The paper discusses the history of production systems and cognitive architectures in AI research. It introduces the concept of CoALA as a way to structure language agents with modular memory components, structured action spaces, and decision-making procedures. The proposed framework aims to organize existing work on language agents and guide future developments towards more capable agents.

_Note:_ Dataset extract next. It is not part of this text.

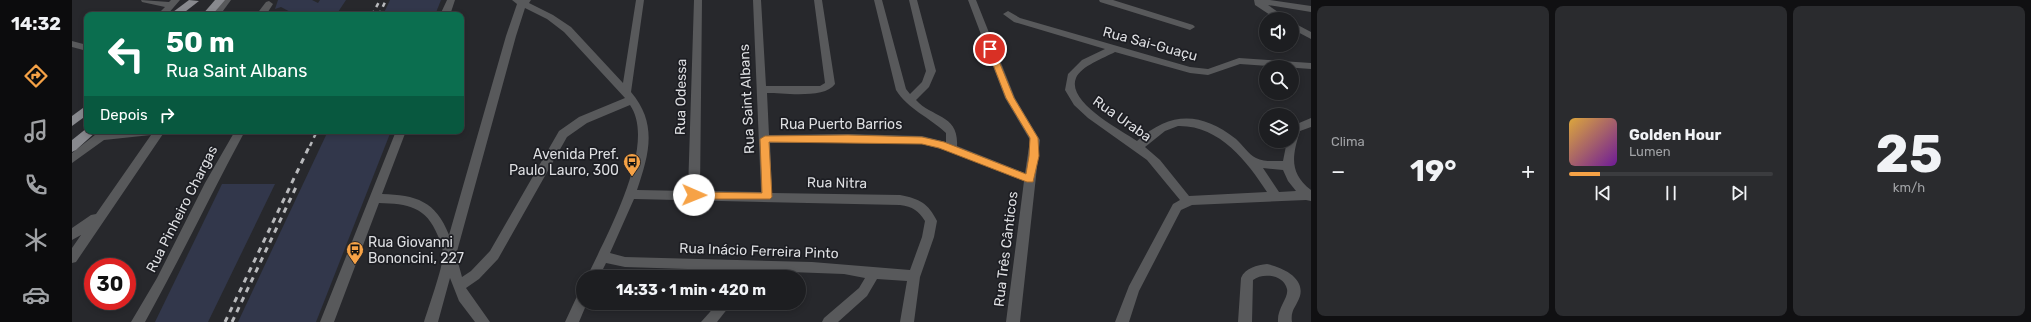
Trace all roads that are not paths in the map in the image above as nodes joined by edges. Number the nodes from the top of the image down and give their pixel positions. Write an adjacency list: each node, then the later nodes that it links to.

CoALA organizes language agents along three key dimensions: information storage (working and long-term memories), action space (internal and external actions), and decision-making procedure (interactive loop with planning and execution). The framework aims to express existing agents coherently while identifying unexplored directions for developing new ones.
Stats
Recent efforts have augmented large language models with external resources or internal control flows for tasks requiring grounding or reasoning.
Language agents leverage commonsense priors present in LLMs to adapt to novel tasks.
Production systems generate outcomes by applying rules iteratively.
Cognitive architectures specify control flow for selecting, applying, and generating new productions.
CoALA proposes a conceptual framework to characterize and design general-purpose language agents.